Top of Information
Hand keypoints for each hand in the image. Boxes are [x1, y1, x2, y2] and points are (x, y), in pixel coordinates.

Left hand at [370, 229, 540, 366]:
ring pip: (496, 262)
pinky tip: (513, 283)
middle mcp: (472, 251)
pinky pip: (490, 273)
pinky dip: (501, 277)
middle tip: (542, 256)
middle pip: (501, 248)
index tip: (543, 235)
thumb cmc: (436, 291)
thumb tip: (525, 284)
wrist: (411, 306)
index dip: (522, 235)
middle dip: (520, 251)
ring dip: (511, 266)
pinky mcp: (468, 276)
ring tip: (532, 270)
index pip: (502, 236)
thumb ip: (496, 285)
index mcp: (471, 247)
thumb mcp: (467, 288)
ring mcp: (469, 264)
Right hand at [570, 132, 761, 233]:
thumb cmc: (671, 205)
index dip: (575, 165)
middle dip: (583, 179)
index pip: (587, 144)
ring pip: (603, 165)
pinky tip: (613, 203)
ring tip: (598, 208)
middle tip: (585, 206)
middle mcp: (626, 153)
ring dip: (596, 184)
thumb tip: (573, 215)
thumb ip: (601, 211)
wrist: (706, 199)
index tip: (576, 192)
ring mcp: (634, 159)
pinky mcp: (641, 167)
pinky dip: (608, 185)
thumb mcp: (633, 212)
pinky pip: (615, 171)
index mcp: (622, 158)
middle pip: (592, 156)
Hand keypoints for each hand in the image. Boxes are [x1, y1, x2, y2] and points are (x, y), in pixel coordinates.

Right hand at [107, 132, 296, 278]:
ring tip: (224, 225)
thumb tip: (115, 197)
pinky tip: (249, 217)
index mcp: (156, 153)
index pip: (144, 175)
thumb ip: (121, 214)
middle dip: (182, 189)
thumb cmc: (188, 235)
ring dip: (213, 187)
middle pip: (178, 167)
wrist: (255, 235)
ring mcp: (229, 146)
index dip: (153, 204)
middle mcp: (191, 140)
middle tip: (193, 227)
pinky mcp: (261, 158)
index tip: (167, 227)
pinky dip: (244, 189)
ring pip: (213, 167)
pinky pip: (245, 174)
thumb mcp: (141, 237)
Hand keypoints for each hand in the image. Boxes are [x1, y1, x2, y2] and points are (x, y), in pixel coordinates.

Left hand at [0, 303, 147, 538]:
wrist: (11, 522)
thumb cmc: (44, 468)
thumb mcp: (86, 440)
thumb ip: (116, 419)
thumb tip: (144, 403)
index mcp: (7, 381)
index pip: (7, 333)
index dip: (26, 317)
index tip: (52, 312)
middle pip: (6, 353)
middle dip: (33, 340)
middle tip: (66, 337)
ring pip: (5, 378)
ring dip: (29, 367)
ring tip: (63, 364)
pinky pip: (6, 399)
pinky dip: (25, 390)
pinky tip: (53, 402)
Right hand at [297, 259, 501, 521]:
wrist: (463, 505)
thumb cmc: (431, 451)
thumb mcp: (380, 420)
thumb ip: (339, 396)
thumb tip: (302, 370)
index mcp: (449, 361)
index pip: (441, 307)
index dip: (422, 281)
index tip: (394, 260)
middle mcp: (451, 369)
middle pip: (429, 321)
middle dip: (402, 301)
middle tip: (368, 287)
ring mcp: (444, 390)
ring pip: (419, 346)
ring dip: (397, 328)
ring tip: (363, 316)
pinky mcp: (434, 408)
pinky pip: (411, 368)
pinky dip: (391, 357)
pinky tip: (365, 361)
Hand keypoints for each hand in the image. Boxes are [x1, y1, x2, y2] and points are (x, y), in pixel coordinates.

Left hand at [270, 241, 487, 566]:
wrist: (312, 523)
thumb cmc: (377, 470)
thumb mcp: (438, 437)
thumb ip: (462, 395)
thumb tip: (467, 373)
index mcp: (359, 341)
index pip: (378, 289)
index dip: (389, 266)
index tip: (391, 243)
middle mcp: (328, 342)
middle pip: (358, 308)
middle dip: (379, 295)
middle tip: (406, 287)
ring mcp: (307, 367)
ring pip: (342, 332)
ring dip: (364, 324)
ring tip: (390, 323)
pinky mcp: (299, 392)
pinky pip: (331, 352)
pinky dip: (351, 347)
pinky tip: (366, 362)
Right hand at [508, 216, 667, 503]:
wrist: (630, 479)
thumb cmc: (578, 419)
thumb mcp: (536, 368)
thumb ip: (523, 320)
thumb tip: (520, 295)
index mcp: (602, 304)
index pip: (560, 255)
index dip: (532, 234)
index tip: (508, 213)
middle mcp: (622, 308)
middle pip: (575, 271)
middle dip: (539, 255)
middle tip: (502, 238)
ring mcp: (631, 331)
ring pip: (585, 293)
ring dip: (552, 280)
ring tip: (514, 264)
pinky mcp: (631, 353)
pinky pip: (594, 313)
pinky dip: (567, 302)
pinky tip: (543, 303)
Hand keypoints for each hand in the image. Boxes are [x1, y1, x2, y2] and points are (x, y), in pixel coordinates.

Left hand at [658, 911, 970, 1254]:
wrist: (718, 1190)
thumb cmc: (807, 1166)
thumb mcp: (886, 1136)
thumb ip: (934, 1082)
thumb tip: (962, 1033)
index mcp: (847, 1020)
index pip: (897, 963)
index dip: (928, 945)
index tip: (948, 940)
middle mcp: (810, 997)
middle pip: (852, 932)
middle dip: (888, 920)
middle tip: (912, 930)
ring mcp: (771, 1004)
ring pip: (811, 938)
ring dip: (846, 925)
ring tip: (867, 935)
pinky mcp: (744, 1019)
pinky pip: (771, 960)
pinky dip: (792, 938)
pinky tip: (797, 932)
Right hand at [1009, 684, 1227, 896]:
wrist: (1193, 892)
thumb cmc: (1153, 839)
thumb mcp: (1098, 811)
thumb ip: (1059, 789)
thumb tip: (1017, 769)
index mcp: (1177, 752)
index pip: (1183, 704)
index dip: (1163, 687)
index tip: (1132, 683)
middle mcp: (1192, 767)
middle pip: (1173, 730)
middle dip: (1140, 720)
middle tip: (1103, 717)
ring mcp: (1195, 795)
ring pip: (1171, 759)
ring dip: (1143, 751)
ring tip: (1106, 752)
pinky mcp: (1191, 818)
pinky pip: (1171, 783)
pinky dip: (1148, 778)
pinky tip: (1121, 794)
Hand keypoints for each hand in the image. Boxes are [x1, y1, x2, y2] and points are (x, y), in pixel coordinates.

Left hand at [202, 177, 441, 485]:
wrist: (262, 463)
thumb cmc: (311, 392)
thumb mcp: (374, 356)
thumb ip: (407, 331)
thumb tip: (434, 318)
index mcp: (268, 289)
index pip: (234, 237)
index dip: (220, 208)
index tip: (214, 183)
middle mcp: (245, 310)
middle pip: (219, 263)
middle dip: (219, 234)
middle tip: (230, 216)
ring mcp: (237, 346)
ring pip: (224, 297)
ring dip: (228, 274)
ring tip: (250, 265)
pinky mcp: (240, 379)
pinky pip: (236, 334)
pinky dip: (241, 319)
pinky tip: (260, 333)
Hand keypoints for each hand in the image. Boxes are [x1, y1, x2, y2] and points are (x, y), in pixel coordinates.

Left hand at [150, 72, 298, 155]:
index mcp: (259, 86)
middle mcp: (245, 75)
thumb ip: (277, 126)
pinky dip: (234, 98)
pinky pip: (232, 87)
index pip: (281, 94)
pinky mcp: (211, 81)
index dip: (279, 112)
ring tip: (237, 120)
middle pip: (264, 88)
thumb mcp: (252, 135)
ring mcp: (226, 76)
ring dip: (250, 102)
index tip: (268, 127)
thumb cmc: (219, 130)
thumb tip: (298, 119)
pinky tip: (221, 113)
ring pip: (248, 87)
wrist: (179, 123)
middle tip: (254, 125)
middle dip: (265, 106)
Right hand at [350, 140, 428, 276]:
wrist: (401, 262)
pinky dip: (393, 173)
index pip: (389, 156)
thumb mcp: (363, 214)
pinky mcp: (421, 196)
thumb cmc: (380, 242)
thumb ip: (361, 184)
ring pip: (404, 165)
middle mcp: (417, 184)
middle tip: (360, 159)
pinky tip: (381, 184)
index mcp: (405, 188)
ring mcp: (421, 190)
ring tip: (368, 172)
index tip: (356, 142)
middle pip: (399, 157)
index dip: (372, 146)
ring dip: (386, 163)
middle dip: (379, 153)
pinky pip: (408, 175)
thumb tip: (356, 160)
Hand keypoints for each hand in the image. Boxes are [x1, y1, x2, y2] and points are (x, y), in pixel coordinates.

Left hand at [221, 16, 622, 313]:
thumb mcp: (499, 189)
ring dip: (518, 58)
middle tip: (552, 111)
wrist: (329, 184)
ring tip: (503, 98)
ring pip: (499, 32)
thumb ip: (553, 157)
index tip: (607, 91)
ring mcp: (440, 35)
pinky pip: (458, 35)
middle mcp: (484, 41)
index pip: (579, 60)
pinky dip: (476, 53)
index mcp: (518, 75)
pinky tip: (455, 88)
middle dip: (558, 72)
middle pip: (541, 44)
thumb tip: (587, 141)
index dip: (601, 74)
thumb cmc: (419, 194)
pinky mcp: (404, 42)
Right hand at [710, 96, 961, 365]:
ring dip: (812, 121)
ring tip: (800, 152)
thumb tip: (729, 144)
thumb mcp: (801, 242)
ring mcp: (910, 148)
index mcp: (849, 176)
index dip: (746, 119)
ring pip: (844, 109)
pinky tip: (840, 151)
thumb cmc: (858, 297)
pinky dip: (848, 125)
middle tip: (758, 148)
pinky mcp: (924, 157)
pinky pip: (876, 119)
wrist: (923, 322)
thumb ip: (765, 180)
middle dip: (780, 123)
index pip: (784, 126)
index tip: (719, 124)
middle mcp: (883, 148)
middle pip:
Bottom of Information
## Required action
Your answer should be the exact lines above from the one with "middle mcp: (1192, 767)" through the one with "pinky tip: (260, 333)", both included, and nothing besides.

## Result for this exercise
middle mcp: (1192, 767)
middle pip: (1173, 730)
middle dip: (1140, 720)
middle tip: (1103, 717)
ring mcp: (1195, 795)
ring pip: (1171, 759)
ring dip: (1143, 751)
ring tip: (1106, 752)
pinky mcp: (1191, 818)
pinky pip: (1171, 783)
pinky dip: (1148, 778)
pinky tip: (1121, 794)
Hand keypoints for each hand in the image. Boxes are [x1, y1, x2, y2] and points are (x, y), in pixel coordinates.

Left hand at [202, 177, 441, 485]:
wrist: (262, 463)
thumb cmc: (311, 392)
thumb mcp: (374, 356)
thumb ip: (407, 331)
thumb tip: (434, 318)
index mcp: (268, 289)
index pip: (234, 237)
index dip: (220, 208)
index tip: (214, 183)
middle mcp: (245, 310)
middle pip: (219, 263)
middle dip: (219, 234)
middle tip: (230, 216)
ring mcp: (237, 346)
ring pip: (224, 297)
ring dip: (228, 274)
ring tip: (250, 265)
pinky mcp: (240, 379)
pinky pip: (236, 334)
pinky dip: (241, 319)
pinky tip: (260, 333)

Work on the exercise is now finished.